Segunda jornada

Mis hermanos, murmuró el Señor; tus herederos, le contestó Ludo vico y Felipe asintió: mi madre así ha proclamado a uno de ellos, pero Ludovico negó, no puede ser uno solo, los tres, y el Señor dijo con voz muy baja, opacada por la angustia, ¿la dispersión otra vez, la guerra de hermanos contra hermanos, la parcelación del reino, la pérdida de la unidad representada por mi persona y mi palacio: yo, este lugar, la cima?

Miró hacia la alta lucarna de la alcoba, como si por ella entrase la disgregada luz de la historia; recordó cuántos dolores causaron a España las pretensiones de los bastardos reales, y cuánta sangre vertieron para hacerlas valer; mas Ludovico no cejó en su argumento: los tres en uno, igual que en el sueño: el primero recuerda lo que el segundo entiende y el tercero quiere; el segundo entiende lo que el primero recuerda y el tercero quiere; el tercero quiere lo que el primero recuerda y el segundo entiende…

—¿Quiénes son, Ludovico?

—Yo mismo no lo sé, Felipe. Has oído las mismas historias que yo.

Celestina le aseguró al Señor que todo se lo habían contado, incluso lo que ella nunca le dijo al muchacho que le tocó encontrar en la playa y traer hasta el palacio.

—¿Los usurpadores, Celestina?

—¿Los herederos, Felipe?

Desde la capilla llegaron los cantos de la misa por los difuntos reales; el Señor se hincó ante el crucifijo negro de la recámara y entonó las plegarias iniciales del oficio de tinieblas, Confíteor Deo omnipotenti, beatae Mariae semper Virgini, beato Michaeli Archangelo, beato Joarmi Baptistae, sanctis Apostolis Petro et Paulo, ómnibus sanctis, et vobis, fratres: quia peccavi nimis cogitationes, verbo et opere, y golpeóse tres veces el pecho, repitiendo, como un eco espectral, las palabras de los monjes en la capilla, mea culpa, mea culpa, mea maxima culpa.

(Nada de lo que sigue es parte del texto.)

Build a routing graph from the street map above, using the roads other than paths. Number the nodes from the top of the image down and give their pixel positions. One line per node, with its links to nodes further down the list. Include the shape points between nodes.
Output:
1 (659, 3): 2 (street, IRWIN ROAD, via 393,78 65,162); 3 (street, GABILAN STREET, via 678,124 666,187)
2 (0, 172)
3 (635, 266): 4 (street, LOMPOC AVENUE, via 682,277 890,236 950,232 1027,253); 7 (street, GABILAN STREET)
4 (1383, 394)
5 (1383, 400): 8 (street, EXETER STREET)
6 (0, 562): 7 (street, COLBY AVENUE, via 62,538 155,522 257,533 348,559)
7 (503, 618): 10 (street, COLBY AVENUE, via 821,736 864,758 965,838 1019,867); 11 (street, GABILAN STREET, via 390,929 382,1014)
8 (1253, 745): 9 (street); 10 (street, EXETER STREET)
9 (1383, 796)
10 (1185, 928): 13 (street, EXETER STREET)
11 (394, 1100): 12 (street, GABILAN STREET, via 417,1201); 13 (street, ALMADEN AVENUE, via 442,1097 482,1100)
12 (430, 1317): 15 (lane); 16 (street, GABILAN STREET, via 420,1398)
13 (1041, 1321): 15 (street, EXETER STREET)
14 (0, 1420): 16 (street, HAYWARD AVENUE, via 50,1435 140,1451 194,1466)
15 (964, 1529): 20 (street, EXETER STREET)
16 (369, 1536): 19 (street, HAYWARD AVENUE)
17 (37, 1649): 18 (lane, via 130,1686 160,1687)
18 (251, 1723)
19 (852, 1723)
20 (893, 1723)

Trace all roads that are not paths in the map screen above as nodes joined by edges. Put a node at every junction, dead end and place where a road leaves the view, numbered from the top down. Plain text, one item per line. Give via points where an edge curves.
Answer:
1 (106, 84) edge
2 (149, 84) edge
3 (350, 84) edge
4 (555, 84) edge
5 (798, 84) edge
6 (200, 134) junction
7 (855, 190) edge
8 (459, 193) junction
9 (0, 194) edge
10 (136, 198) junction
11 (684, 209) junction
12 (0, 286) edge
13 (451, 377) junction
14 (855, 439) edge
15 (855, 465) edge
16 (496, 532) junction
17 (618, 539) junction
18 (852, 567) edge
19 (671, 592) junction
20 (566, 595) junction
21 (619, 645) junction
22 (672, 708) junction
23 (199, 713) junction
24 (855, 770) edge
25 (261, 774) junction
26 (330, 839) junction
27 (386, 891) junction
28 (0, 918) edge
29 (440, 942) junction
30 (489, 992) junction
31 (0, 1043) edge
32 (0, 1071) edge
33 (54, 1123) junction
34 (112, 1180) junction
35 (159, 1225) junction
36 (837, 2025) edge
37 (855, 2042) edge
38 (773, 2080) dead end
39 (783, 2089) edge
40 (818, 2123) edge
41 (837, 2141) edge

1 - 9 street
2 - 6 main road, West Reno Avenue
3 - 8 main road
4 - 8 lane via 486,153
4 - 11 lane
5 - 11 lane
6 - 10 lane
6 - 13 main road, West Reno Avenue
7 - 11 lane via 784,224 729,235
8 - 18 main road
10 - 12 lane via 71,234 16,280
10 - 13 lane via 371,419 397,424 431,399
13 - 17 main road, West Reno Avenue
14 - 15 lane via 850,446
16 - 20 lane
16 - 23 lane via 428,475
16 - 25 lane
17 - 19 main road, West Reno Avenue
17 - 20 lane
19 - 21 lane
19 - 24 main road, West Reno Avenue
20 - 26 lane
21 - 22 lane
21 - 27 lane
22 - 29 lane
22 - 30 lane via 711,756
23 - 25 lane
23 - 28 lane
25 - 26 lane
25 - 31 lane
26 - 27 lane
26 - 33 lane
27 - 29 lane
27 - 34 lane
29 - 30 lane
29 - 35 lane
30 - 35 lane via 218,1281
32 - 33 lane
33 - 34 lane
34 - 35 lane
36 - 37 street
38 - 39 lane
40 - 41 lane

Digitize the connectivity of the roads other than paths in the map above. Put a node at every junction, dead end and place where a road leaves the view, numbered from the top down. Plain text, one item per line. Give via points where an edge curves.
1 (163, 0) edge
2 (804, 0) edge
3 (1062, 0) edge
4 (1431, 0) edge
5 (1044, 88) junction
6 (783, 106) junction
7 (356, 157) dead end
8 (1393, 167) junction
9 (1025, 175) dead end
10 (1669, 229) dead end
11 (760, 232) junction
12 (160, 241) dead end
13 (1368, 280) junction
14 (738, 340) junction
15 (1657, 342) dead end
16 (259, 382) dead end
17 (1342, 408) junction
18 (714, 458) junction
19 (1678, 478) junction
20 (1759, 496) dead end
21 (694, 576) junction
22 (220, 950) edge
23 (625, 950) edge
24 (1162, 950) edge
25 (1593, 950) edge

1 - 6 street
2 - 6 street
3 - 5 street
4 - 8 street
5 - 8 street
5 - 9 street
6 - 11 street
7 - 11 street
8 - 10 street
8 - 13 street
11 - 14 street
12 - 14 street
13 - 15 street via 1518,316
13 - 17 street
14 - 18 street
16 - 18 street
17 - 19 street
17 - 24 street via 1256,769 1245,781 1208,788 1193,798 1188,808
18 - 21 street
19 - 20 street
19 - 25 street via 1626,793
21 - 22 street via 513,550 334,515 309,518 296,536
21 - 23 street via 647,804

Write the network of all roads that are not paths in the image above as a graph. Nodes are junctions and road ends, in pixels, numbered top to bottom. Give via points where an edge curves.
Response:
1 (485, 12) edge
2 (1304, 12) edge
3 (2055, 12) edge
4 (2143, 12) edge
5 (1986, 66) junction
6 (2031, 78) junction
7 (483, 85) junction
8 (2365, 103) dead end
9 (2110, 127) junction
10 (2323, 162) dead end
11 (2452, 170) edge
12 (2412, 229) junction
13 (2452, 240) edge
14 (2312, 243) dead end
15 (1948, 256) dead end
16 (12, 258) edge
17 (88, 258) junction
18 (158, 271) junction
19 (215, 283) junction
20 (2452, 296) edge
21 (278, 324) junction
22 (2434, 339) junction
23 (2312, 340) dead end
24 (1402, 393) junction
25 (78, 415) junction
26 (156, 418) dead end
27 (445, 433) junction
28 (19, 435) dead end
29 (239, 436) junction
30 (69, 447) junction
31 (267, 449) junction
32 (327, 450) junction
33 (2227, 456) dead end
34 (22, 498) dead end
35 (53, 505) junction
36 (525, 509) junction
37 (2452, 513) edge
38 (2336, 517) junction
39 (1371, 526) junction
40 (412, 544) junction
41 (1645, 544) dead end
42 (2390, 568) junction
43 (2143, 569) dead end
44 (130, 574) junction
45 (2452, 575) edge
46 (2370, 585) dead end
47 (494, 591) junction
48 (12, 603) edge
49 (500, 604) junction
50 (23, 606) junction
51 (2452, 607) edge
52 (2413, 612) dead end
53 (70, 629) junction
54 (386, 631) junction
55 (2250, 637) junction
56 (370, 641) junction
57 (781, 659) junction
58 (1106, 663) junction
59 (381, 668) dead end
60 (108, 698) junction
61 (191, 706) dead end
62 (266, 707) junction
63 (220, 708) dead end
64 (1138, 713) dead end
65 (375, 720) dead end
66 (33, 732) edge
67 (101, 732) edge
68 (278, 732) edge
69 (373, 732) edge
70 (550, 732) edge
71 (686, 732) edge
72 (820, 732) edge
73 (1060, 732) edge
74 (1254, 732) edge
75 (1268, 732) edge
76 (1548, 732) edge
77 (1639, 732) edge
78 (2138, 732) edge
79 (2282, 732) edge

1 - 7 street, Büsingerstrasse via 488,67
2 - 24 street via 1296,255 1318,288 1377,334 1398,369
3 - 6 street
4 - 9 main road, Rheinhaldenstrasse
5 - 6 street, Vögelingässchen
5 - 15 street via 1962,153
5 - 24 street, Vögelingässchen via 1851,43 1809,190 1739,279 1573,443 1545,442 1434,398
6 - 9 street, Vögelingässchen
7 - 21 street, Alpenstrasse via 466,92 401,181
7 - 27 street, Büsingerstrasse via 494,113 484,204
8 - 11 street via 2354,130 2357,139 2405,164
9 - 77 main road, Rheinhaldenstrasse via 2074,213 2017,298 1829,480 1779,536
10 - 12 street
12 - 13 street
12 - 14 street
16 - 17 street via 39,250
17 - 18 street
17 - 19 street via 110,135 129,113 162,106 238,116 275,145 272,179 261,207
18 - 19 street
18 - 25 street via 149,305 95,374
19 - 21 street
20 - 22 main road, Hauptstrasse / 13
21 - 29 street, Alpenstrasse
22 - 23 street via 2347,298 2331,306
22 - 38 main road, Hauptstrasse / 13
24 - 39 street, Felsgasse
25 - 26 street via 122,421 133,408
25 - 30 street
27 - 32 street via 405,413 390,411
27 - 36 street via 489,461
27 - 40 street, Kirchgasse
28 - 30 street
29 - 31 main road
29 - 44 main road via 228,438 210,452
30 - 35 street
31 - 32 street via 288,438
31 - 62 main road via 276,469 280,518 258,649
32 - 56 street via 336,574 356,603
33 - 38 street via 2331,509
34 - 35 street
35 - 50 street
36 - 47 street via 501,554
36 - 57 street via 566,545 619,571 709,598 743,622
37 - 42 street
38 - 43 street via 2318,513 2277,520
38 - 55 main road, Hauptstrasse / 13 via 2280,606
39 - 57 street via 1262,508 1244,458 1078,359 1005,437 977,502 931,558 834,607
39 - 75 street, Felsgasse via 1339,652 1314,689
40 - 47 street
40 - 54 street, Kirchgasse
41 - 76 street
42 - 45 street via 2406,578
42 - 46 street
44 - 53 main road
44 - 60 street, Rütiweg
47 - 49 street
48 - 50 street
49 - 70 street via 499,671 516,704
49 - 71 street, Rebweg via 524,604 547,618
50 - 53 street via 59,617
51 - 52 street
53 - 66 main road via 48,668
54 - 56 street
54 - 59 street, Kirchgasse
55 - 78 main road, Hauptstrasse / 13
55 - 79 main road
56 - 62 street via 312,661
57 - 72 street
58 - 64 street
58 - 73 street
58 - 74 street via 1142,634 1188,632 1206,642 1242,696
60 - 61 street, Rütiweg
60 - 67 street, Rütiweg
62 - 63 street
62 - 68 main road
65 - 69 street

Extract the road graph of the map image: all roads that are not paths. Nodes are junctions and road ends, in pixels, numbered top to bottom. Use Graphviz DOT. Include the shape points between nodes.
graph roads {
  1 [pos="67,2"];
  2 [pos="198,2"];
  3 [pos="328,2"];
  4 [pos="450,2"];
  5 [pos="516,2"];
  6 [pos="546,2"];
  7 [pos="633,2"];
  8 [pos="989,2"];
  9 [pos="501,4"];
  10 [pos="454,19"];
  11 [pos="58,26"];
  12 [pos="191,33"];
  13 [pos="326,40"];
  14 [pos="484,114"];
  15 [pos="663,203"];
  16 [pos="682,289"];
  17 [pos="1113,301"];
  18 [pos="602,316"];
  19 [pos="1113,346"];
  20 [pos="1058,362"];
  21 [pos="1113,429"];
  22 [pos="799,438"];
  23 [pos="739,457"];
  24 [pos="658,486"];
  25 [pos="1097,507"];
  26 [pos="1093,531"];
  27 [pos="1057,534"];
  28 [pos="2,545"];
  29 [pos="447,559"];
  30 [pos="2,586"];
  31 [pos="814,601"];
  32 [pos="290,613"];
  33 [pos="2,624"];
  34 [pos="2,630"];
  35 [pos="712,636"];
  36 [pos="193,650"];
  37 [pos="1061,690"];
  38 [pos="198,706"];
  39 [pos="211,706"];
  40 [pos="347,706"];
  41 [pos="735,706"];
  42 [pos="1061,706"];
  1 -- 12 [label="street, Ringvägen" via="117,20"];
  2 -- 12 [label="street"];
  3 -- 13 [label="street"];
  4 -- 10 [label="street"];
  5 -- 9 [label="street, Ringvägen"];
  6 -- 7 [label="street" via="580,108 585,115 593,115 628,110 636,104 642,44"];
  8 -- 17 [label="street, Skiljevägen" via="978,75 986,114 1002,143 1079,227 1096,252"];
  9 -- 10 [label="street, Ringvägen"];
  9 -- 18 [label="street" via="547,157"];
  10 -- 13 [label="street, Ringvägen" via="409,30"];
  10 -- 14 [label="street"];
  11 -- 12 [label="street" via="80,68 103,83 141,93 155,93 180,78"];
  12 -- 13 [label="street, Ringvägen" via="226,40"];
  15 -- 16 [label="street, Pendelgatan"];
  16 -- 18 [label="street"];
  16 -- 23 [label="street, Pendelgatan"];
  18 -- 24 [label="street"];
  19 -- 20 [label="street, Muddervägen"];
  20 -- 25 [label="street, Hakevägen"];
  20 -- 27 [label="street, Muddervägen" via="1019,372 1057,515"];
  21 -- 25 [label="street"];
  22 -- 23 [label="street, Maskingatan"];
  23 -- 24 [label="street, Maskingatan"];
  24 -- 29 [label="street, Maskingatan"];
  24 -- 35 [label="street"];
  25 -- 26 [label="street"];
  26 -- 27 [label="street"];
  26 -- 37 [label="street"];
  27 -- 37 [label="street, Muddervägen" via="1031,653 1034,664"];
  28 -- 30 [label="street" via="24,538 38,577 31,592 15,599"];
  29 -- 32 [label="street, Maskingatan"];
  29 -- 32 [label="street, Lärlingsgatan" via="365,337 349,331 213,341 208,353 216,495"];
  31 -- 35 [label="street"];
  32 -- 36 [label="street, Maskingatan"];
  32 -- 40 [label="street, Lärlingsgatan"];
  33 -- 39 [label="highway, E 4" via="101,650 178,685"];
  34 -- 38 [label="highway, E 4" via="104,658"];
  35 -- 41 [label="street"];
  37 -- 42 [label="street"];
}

Le dominó un acceso de tos. Luego, con la voz ronca, como si sus palabras prolongasen las de la misa de difuntos, invocó con crédula certeza las escritas en su testamento, sin fisura alguna entre el tono de su voz al orar por los muertos y el tono de su voz al atraer la visitación de los nonatos: esto les heredo: un futuro de resurrecciones que sólo podrá entreverse en las olvidadas pausas, en los orificios del tiempo, en los oscuros minutos vacíos durante los cuales el propio pasado trató de imaginar al futuro.

—¿Los fundadores, Ludovico, Felipe?, dijo Celestina con un tono plateado de la voz, como si sus estrofas integrasen la antifonía del cántico en la capilla y la oración del Señor, cántico y oración de negros terciopelos.

—Esto les heredo: un retorno ciego, pertinaz y doloroso a la imaginación del futuro en el pasado como único futuro posible de mi raza y de mi tierra…

Bajo todos los soles, dijo Ludovico, en todos los tiempos, dos hermanos lo fundan todo, luchan entre sí, un hermano mata al otro, todo vuelve a fundarse sobre la memoria de un crimen y la nostalgia de una muerte.

—Dies irae, dies illa…

Le pidió a Felipe que se remontara al origen de todo, dos hermanos, Abel y Caín, Osiris y Set, la Serpiente Emplumada y el Espejo Humeante, los hermanos rivales, la disputa por el amor de la mujer vedada, la madre o la hermana, Eva, Isis o la princesa de las mariposas, ¿por qué han soñado, pensado o vivido lo mismo todos los hombres en el albor de su historia, venciendo todas las distancias, como si todos, Felipe, todos, nos hubiésemos conocido antes de nacer en un lugar de encuentros comunes y luego, en la tierra, sólo nos hubiesen separado los azares de espacios alejados, tiempos diferentes, ignoradas ignorancias? Un día todos fuimos uno. Hoy todos somos otros.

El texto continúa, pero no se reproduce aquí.